The LSIMF is a UK capital grants initiative administered by the Office for Life Sciences (OLS), aimed at supporting growth in domestic manufacturing of human medicines, medical diagnostics, and medical devices. For globally mobile investment opportunities, the LSIMF improves the attractiveness of investment in the UK by reducing innovation risk and costs.
This project considered whether the use of the Green Book in appraising funding applications to the LSIMF – as well as the design of the Green Book itself – captures the full range and extent of economic and strategic benefits to the UK derived from investments in innovative life sciences manufacturing. This work utilises the latest available version of the Green Book, which was last updated substantively in 2022, and considers historic LSIMF applications.

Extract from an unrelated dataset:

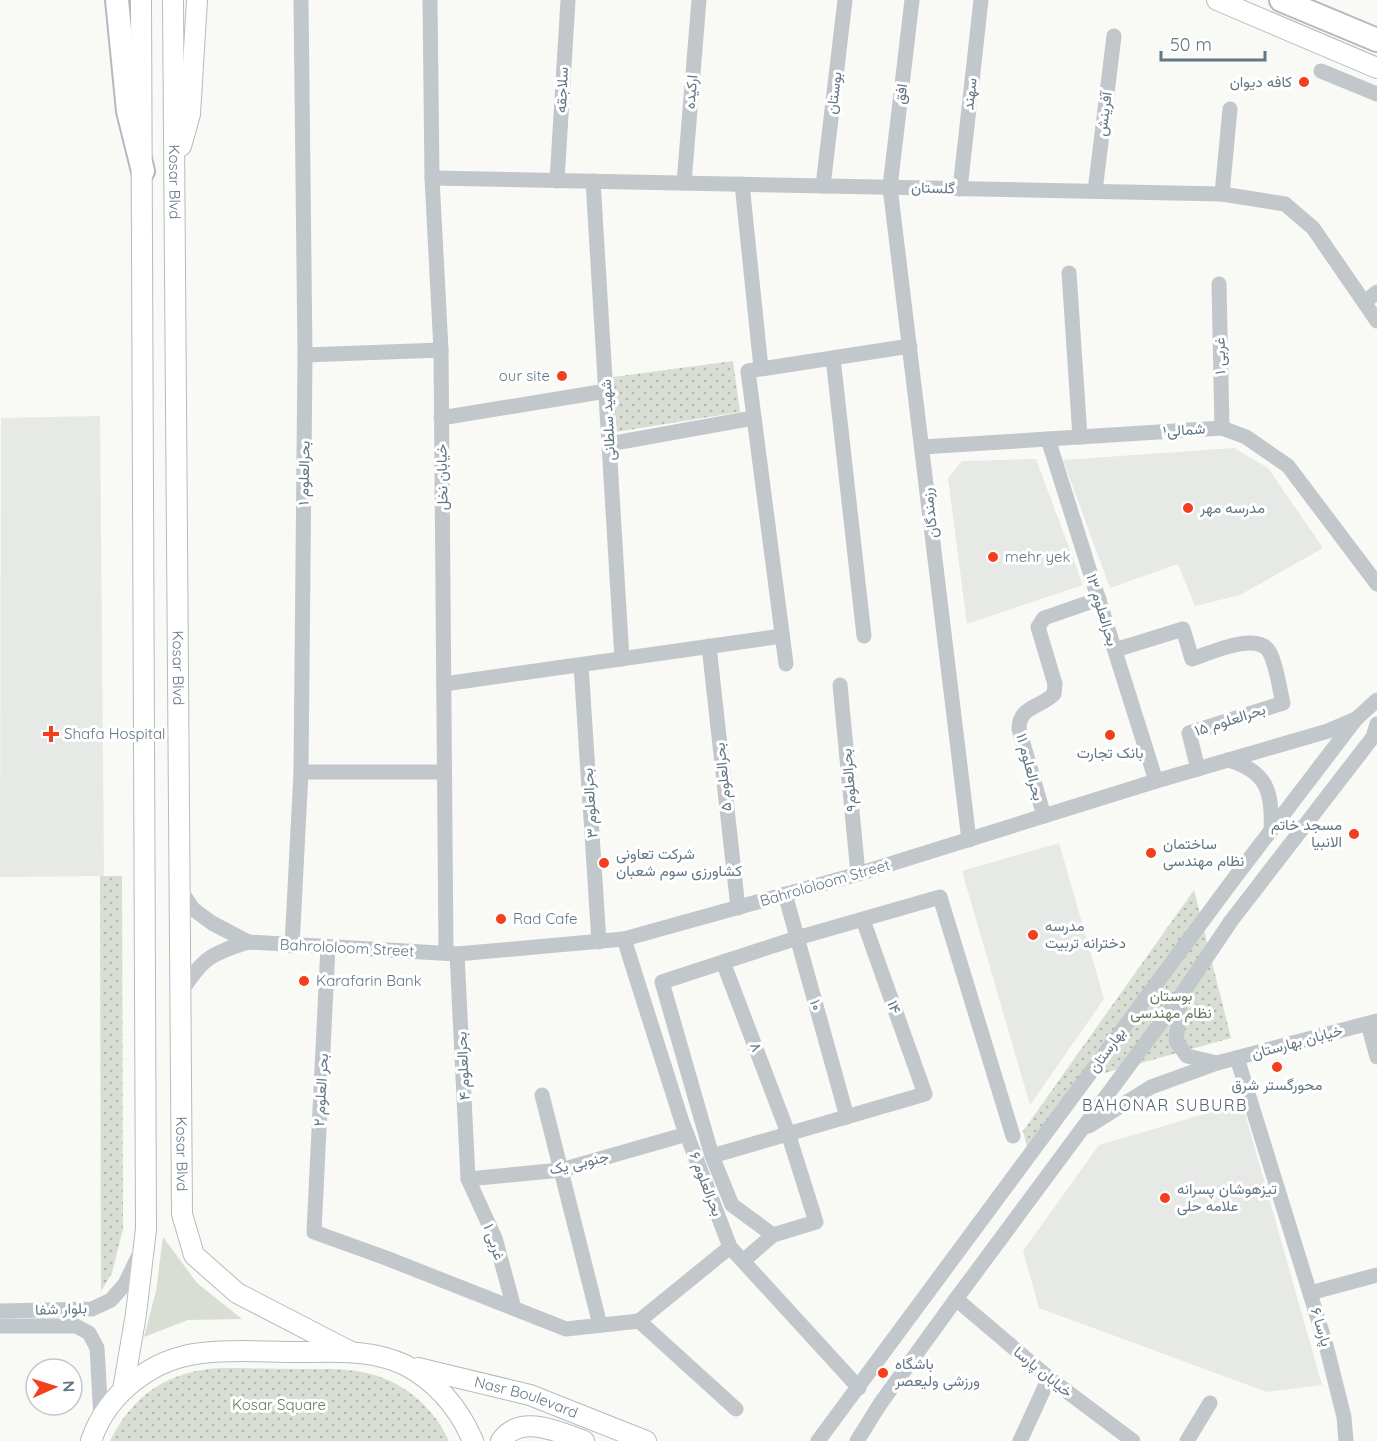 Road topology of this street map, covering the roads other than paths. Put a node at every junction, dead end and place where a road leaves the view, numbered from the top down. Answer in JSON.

It draws on a detailed document review and consultations with stakeholders from industry and government, undertaken in May and June 2025.
Project appraisal is inherently challenging and features various trade-offs, such as the desire for a detailed assessment to ensure value for money, versus the administrative burden this may place on applicants. In this context, the government’s commitment to continuous improvement in project appraisal – as evident in the HM Treasury’s 2025 Green Book review – should be commended. Moreover, the LSIMF provides a practical example of positive action, with the Office for Life Sciences (OLS) seeking to adapt the LSIMF appraisal process to address known challenges. In light of government ambitions for advanced manufacturing and life sciences, there is a unique opportunity for consideration of refinements to the LSIMF and Green Book.
Findings
First, our analysis has identified that major benefits of innovative manufacturing in life sciences are not being fully captured within the current LSIMF appraisal process. Based on Green Book guidance, it is not straightforward to quantify, monetise or systematically assess several categories of benefits. This includes increased productivity, international competitiveness and export growth, agglomeration effects and spillovers, environmental sustainability, more evenly distributed growth across the UK, and – to an extent – national health resilience. LSIMF appraisals appear to place a disproportionate focus on benefits that can be readily monetised (primarily, short-term job creation) and reflected within relatively narrow benefit-cost ratios. Currently, the LSIMF application process does not have a clear methodological framework that could be used to systematically consider the full range of hard-to-monetise benefits.

Figure: Logic model linking LSIMF investment benefits to value creation and impact
Second, whilst stakeholders strongly welcome the LSIMF as an important lever to anchor high-value manufacturing in the UK, our analysis finds a number of issues and potential areas for improvement to ensure the benefits from innovative manufacturing are fully captured.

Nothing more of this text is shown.